**TO DO:** Check every line below for the string "screenshot". Copy the ones that have it.

**DATA PROVIDED:**
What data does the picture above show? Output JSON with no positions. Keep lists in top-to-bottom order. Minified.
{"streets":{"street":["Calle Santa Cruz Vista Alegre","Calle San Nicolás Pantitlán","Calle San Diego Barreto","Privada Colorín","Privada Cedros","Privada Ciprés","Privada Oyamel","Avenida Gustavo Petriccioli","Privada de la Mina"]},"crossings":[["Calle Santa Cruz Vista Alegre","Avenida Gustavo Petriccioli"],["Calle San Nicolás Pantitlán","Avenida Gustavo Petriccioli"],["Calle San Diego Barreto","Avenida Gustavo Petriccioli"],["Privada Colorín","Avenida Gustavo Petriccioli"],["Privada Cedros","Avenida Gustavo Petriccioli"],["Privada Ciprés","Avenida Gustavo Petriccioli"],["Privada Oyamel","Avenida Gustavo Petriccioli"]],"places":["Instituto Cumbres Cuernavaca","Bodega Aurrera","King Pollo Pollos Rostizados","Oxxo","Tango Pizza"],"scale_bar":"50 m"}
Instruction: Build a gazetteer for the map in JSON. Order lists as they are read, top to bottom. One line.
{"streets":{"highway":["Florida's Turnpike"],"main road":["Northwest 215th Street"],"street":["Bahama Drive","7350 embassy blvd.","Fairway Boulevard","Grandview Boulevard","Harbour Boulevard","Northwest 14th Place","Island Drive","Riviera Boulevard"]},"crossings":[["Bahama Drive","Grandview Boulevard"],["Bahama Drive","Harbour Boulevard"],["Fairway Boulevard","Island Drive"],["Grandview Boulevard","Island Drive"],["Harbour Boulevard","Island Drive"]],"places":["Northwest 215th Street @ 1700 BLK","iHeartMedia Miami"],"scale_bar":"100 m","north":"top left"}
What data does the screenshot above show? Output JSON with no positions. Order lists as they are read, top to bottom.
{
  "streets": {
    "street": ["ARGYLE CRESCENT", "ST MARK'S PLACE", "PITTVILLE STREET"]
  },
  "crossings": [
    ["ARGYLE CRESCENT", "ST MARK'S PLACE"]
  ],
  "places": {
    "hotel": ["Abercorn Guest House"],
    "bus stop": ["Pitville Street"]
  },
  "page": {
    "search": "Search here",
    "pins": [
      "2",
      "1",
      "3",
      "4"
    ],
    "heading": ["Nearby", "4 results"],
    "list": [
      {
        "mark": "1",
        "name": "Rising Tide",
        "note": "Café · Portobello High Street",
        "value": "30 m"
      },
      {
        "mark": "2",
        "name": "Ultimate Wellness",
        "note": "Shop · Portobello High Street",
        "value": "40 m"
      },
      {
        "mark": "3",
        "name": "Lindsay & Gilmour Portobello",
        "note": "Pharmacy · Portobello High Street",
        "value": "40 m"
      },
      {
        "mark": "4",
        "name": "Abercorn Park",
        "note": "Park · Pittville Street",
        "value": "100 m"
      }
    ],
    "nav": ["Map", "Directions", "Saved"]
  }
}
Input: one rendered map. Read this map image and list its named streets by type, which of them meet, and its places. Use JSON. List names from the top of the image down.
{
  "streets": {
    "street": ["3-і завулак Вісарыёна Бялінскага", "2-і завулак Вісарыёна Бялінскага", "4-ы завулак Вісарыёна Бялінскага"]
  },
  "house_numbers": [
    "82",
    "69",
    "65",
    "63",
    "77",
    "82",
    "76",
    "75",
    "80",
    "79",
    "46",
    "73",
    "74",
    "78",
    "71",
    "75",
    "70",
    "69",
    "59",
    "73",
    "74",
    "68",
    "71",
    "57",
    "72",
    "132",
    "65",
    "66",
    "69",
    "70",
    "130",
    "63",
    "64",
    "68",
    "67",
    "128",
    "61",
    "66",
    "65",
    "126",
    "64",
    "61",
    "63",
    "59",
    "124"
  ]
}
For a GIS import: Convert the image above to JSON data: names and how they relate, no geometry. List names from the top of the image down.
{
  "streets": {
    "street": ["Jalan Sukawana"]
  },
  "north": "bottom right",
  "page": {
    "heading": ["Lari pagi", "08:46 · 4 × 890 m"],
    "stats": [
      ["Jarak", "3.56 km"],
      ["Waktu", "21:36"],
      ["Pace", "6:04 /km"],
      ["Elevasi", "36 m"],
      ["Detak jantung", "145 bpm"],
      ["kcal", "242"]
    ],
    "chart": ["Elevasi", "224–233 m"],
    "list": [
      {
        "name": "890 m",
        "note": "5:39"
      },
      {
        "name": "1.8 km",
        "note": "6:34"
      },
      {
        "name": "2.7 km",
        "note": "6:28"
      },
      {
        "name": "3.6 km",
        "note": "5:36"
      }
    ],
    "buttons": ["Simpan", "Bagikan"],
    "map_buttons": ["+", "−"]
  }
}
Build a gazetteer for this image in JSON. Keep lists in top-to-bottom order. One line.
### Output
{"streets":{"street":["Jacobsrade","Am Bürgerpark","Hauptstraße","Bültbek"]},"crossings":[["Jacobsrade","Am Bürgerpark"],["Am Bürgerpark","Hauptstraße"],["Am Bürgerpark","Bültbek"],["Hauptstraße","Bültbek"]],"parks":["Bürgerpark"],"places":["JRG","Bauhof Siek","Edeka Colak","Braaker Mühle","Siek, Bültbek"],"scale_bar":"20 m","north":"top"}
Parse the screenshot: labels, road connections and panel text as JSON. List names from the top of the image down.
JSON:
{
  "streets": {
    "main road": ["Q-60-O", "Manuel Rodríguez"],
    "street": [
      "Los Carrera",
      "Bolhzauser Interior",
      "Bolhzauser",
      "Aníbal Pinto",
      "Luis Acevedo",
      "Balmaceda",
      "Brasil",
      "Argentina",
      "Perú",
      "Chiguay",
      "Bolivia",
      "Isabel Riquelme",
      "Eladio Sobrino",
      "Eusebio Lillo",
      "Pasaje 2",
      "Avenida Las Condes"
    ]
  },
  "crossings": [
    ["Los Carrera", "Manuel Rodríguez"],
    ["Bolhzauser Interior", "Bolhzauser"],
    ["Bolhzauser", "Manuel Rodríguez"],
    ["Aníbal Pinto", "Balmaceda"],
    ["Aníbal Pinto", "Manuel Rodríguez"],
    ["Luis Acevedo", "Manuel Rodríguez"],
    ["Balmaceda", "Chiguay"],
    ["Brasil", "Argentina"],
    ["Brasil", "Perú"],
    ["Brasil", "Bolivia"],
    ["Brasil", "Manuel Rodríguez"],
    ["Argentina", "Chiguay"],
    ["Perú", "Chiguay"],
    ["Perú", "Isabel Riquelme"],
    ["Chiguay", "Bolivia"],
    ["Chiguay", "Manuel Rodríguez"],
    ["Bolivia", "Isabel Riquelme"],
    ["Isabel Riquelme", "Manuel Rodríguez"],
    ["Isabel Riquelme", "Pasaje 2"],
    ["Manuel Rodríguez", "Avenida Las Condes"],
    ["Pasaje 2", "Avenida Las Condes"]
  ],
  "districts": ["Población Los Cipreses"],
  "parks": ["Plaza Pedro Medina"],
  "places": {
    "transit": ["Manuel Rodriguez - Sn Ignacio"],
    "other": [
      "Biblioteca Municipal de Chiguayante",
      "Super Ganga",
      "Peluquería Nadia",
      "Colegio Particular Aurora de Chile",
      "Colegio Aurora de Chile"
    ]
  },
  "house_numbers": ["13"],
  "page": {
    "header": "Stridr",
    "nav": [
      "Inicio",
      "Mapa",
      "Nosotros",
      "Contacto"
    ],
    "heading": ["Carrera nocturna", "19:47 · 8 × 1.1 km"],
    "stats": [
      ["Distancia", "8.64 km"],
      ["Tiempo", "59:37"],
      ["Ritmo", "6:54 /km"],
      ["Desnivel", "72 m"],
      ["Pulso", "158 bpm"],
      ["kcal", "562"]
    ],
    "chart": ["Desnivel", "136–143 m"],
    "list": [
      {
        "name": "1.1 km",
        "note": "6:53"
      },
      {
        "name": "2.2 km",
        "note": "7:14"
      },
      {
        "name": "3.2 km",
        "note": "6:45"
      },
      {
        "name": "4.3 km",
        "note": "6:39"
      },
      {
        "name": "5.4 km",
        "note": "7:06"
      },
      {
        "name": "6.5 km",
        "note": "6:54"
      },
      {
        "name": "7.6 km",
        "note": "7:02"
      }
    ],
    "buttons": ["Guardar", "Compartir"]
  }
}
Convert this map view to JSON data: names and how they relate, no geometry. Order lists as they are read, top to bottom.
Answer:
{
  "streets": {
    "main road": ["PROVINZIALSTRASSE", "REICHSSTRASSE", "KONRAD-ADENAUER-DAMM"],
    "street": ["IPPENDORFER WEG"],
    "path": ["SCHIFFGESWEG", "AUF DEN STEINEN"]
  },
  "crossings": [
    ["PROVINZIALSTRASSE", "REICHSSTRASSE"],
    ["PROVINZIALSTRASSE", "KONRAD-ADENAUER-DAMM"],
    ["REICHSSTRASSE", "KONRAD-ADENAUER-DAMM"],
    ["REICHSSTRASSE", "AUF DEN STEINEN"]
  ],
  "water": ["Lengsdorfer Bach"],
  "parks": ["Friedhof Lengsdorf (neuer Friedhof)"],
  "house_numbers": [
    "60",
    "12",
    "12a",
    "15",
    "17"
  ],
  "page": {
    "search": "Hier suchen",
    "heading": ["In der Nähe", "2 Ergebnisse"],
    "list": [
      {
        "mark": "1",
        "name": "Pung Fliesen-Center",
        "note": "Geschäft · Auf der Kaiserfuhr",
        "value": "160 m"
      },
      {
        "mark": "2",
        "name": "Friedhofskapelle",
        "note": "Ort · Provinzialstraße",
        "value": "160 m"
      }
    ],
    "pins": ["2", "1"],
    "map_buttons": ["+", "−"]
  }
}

**SOLVED PROBLEM:**
What data does the screenshot above show? Output JSON with no positions. Order lists as they are read, top to bottom.
Parse the screenshot: labels, road connections and panel text as JSON. List names from the top of the image down.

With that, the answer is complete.